Fundamental Forecast for New Zealand Dollar: Neutral
The New Zealand dollar remains bid ahead of the election as opinion polls show Prime Minister Bill English as the favored candidate, but fresh remarks from the Reserve Bank of New Zealand (RBNZ) may sway the near-term outlook for NZD/USD as the central bank appears to be on course to preserve the record-low cash rate throughout 2017.
Despite the change in leadership, Deputy Governor Grant Spencer may strike a similar tone as his predecessor, Graeme Wheeler, as ‘numerous uncertainties remain and policy may need to adjust accordingly.’ As a result, the, the RBNZ is widely expected to retain the current policy at the September 28 meeting and the central bank may merely attempt to buy more time as ‘GDP in the March quarter was lower than expected, adding to the softening in growth observed at the end of 2016.’ It seems as though the RBNZ will continue to lag behind its U.S. counterpart as the Federal Open Market Committee (FOMC) shows a greater willingness to implement another rate-hike in 2017, and the kiwi-dollar exchange rate may exhibit a bearish behavior going into the end of the month should Deputy Governor Spencer and Co. tame expectations for higher borrowing-costs.

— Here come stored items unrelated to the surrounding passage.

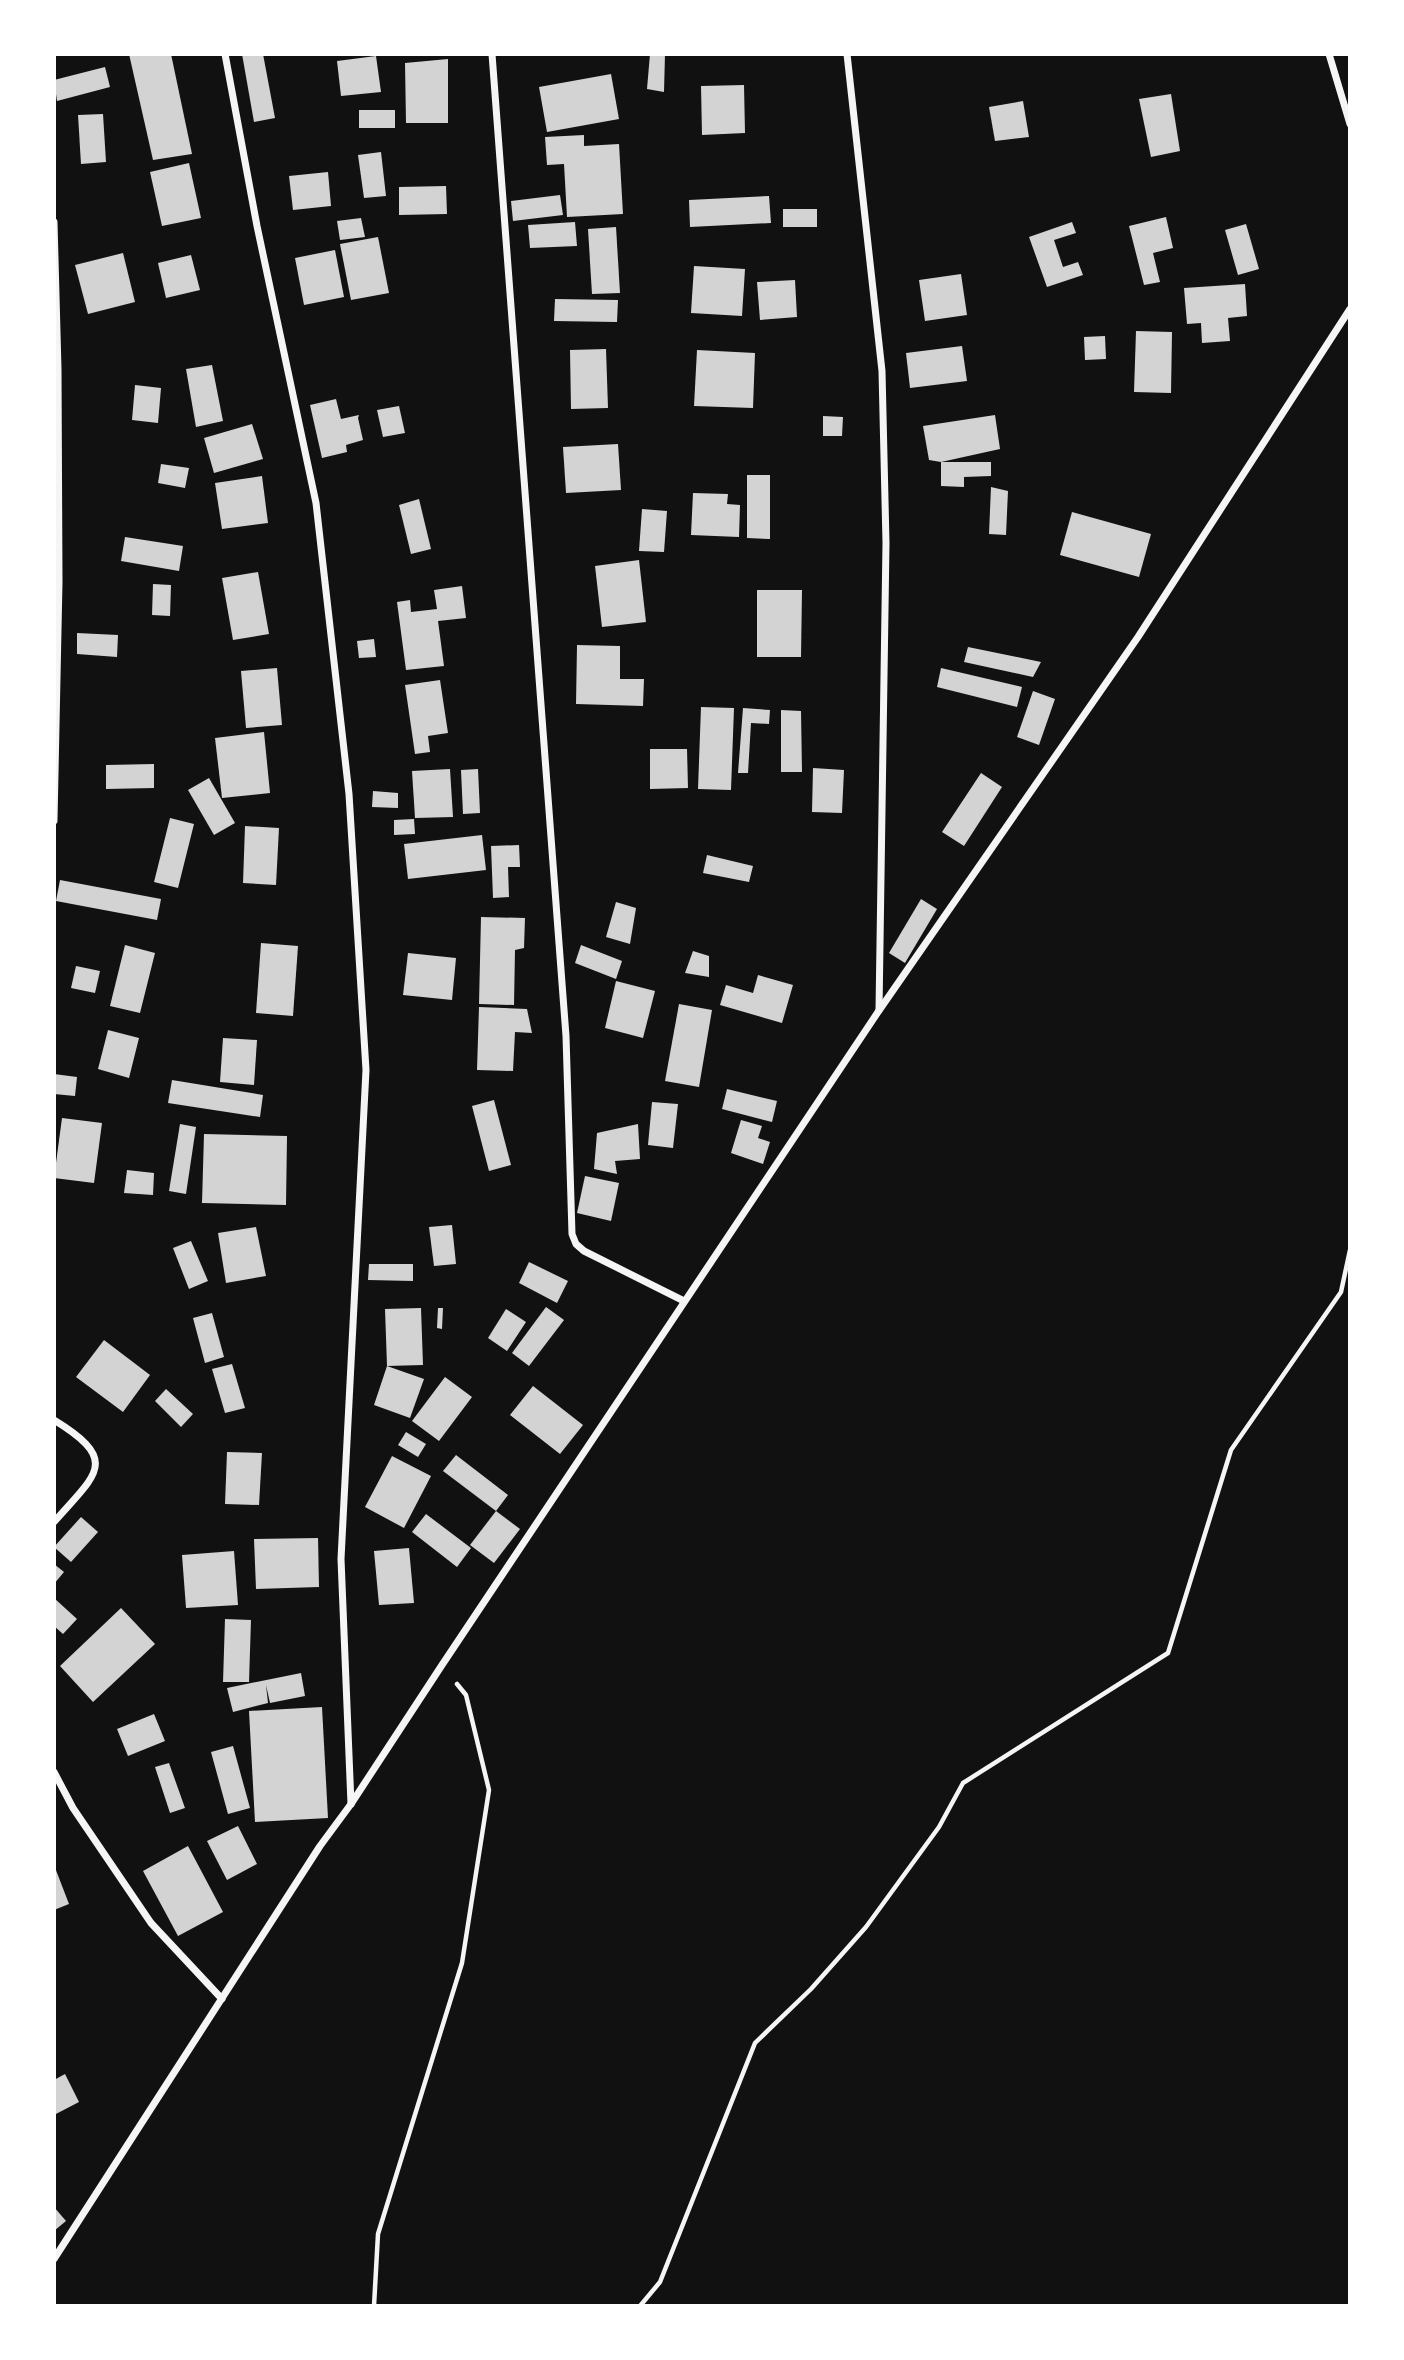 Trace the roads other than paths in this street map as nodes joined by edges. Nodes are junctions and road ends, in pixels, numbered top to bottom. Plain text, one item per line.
1 (225, 54) edge
2 (492, 54) edge
3 (847, 54) edge
4 (1329, 54) edge
5 (1350, 124) edge
6 (54, 222) edge
7 (1350, 309) edge
8 (54, 821) edge
9 (878, 1012) junction
10 (684, 1301) junction
11 (54, 1420) edge
12 (54, 1521) edge
13 (54, 1772) edge
14 (351, 1804) junction
15 (222, 1999) junction
16 (54, 2259) edge

1 - 14 street
2 - 10 street
3 - 9 street
4 - 5 street
6 - 8 street
7 - 9 street
9 - 10 street
10 - 14 street
11 - 12 street
13 - 15 street
14 - 15 street
15 - 16 street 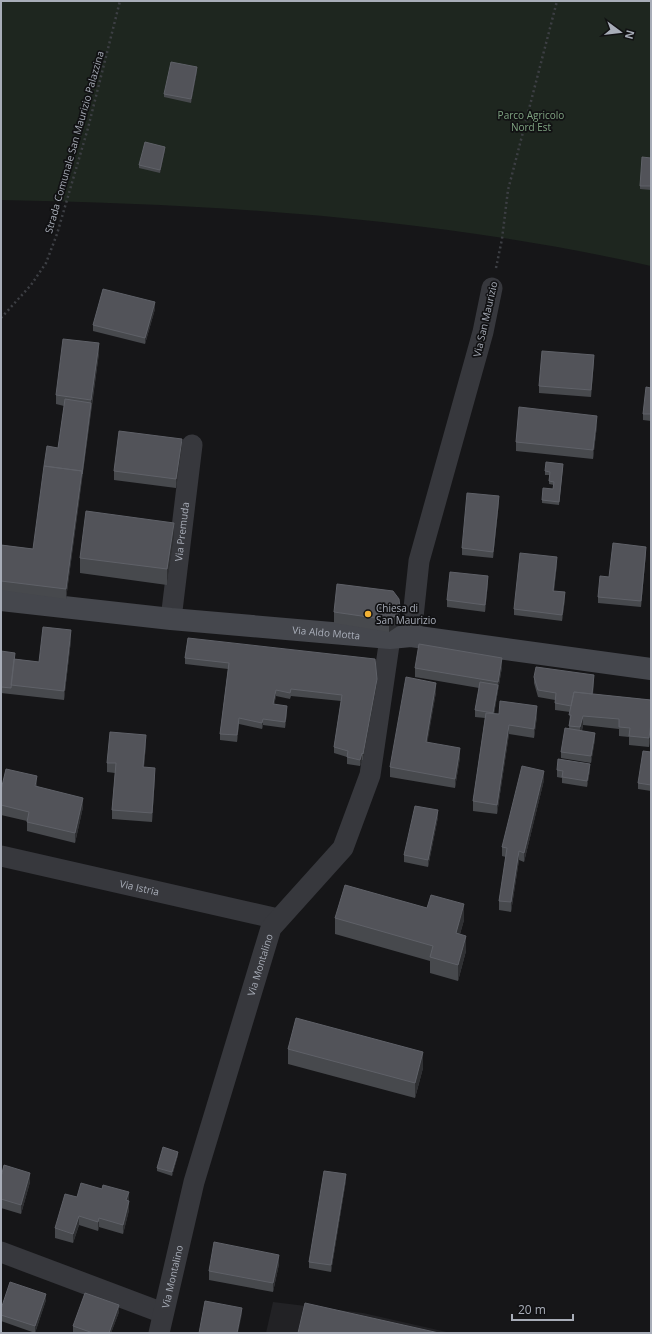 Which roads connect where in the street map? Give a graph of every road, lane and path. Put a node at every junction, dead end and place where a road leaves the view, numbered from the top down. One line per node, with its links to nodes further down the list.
1 (120, 1): 4 (path, Strada Comunale San Maurizio Palazzina)
2 (557, 1): 3 (path, Via San Maurizio)
3 (492, 288): 8 (street, Via San Maurizio)
4 (1, 318)
5 (192, 445): 7 (street, Via Premuda)
6 (1, 600): 7 (street, Via Aldo Motta)
7 (171, 619): 8 (street, Via Aldo Motta)
8 (401, 637): 9 (street, Via Aldo Motta); 11 (street, Via Montalino)
9 (651, 669)
10 (1, 856): 11 (street, Via Istria)
11 (284, 913): 13 (street, Via Montalino)
12 (1, 1252): 13 (street, Via Montalino)
13 (161, 1323)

At the same time, the RBNZ may toughen the verbal intervention on the local currency as ‘a lower New Zealand dollar is needed to increase tradables inflation and help deliver more balanced growth,’ and the kiwi-dollar exchange rate stands at risk of giving back the advance from earlier this month if the central bank threatens to intervene in the currency market.
NZD/USD Daily Chart
The recent advance in NZD/USD has largely negated the risk for a head-and-shoulders reversal as the pair pushes to a fresh monthly-high (0.7433) and clears the near-term hurdle around 0.7330 (38.2% retracement) to 0.7350 (23.6% expansion). In turn, topside targets remain on the radar going into the last full week of September, but a string of failed attempts to test the 0.7470 (50% expansion) region may generate range-bound conditions, with the 200-Day SMA (0.7143) on the radar, which sits just above the Fibonacci overlap around 0.7100 (38.2% retracement) to 0.7110 (38.2% expansion).
Retail trader data shows 63.4% of traders are net-long with the ratio of traders long to short at 1.73 to 1. The number of traders net-long is 2.7% lower than yesterday and 2.8% lower from last week, while the number of traders net-short is 3.0% higher than yesterday and 6.9% lower from last week.